Le candidat à la présidence du Pérou recevra un gilet pare-balles après une attaque armée
JAKARTA - Les autorites elémentaires du Peŕu fourniront des vestes anti-grenades aux candidats à la présidence avant les eléctions décembre, suite à une serie d’attaques contre des politiciens dans le pays.
Le président du jury des élections nationales du Pérou, Roberto Burneo, a annoncé cette semaine cette mesure, exprimant sa préoccupation quant au fait que les élections de 2026 seraient plus difficiles que la campagne de 2021, lorsque quelque 50 incidents violents ont été enregistrés.
« Ce que nous voulons, c’est prévenir et identifier les risques », a-t-il déclaré aux journalistes, rapporté par Reuters (4/12).
« Tout effort doit être fait, même si cela signifie prendre des mesures extrêmes en utilisant des gilets pare-balles », a-t-il conclu.
En outre, il a déclaré que les agents des eléctions recevraient eux-même des protèges. Il n’est pas encore clair si les candidats à des postes plus bas recevront eux-même des vestes anti-grenades.
Cette annonce a suivi le tir contre un véhicule utilisé par le candidat potentiel au poste de président du Parti populaire de la liberté Rafael Belaunde à Lima mardi.
Burneo a dit avoir demandé au gouvernement mardi de renforcer les protocoles de sécurité électoraux après l’attaque contre Belaunde.
Belaunde lui-même a déclaré à des journalistes mercredi qu’il consid́erait l’attaque comme un crime de rue plus qu’une attaque politique.
Lorsque le tir a eu lieu, Belaunde a dit qu’il s’occupait d’affaires personnelles et n’était pas en train de faire campagne.
« Nous ne pouvons pas normaliser la violence », a-t-il dit.
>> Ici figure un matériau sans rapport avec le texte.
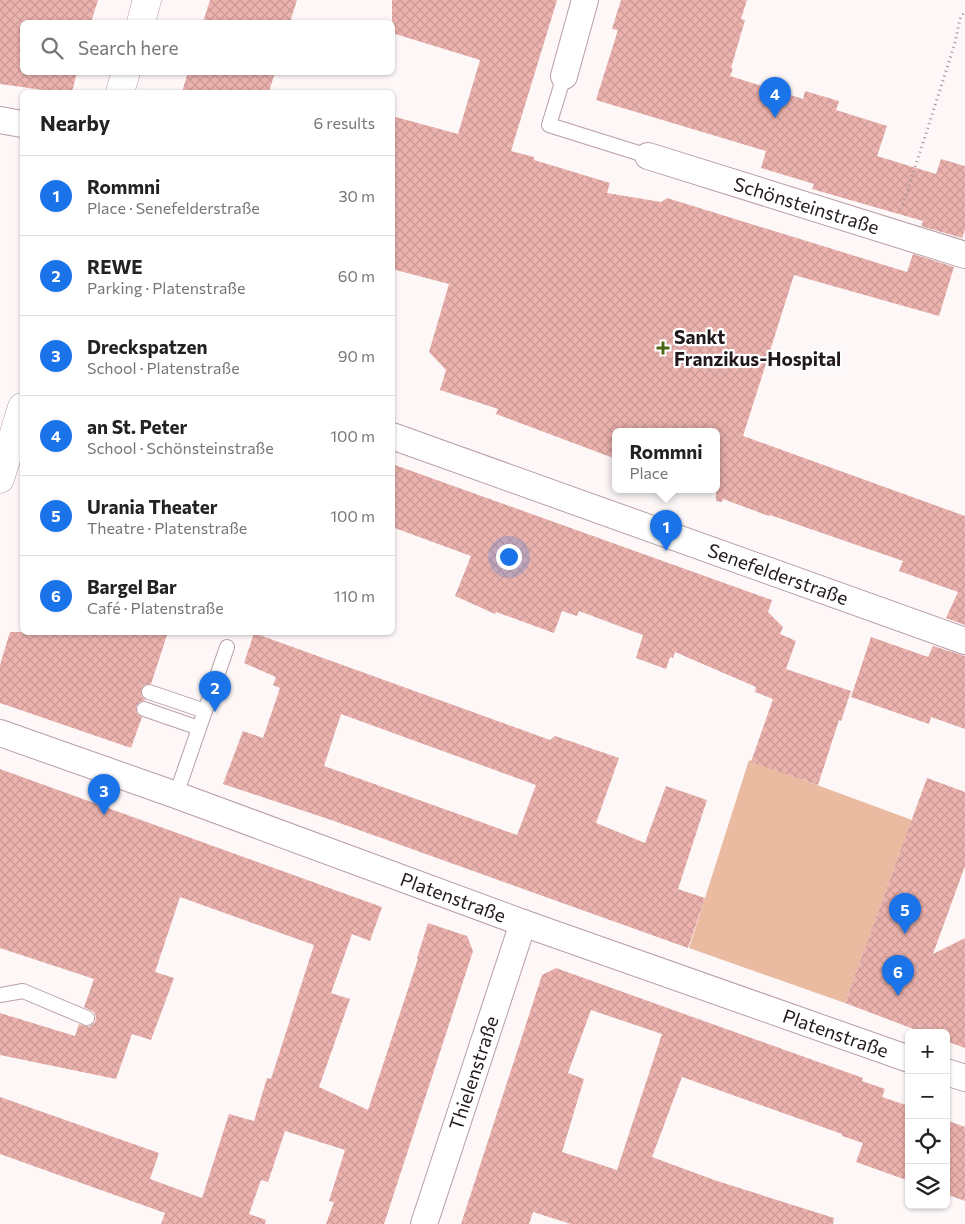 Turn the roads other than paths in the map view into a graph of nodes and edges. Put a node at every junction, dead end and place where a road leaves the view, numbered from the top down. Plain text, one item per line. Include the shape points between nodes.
1 (147, 0) edge
2 (585, 0) edge
3 (142, 20) edge
4 (125, 75) edge
5 (564, 76) joint
6 (121, 90) edge
7 (0, 120) edge
8 (20, 124) edge
9 (648, 156) joint
10 (965, 255) edge
11 (20, 414) edge
12 (395, 437) edge
13 (0, 479) edge
14 (965, 641) edge
15 (227, 647) dead end
16 (149, 692) dead end
17 (144, 709) dead end
18 (205, 711) junction
19 (199, 728) junction
20 (0, 733) edge
21 (176, 795) junction
22 (523, 923) junction
23 (0, 995) edge
24 (87, 1018) dead end
25 (905, 1058) edge
26 (950, 1073) edge
27 (965, 1078) edge
28 (424, 1224) edge

1 - 3 main road
2 - 5 street
4 - 6 main road
5 - 9 lane via 549,125
7 - 8 street
9 - 10 street, Schönsteinstraße
11 - 13 main road
12 - 14 street, Senefelderstraße
15 - 18 lane
16 - 18 lane
17 - 19 lane
18 - 19 lane
19 - 21 lane
20 - 21 street, Platenstraße
21 - 22 street, Platenstraße
22 - 25 street, Platenstraße
22 - 28 street, Thielenstraße
23 - 24 lane via 22,990
26 - 27 street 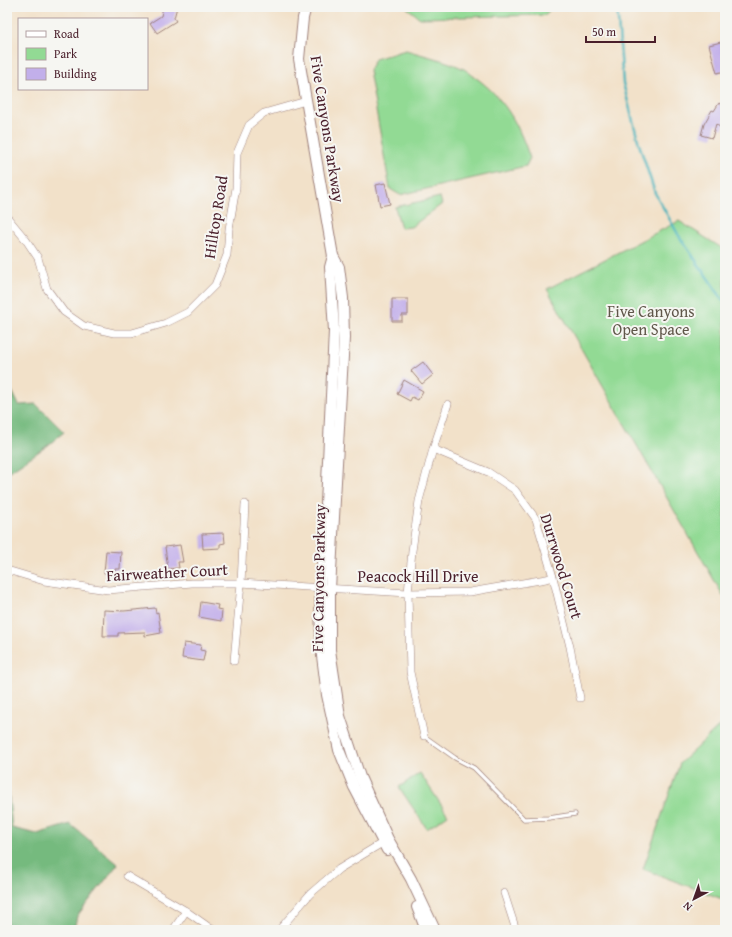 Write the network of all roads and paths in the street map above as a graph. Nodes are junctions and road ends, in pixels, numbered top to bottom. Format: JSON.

Auparavant, le candidat législatif du parti de gauche Juntos por el Peru Percy Ipanaque avait été abattu vendredi par un prét à tuer dans le nord du Perou.
Il est connu que le Peŕu organise des élections le 12 avril. En plus de choisir le président et le vice-président, le peuple peruvien aura 190 membres du Parlement dans l’organe législatif national bicameral.
Environ 39 partis ou coalitions politiques sont censés présenter des candidats avant le 23 décembre, contre 18 en 2021.
Selon un sondage Ipsos Peru du dimanche, aucun candidat à la présidence actuel n’obtiendra plus de 10% des voix, et un second tour est prévu le 7 juin.
Le Pérou a un paysage politique turbulent avec sept présidents dans la même période, dont certains sont derrière les barreaux.
Le président actuel, Jose Jeri, qui a succédé à Dina Boluarte en octobre, n’est pas très populaire, a décrété l’état d’urgence peu débuts après son investiture dans le but d’atténuer l’insoumission, qui selon les elécteurs est la préoccupation la plus importante pour les instituts de sondage.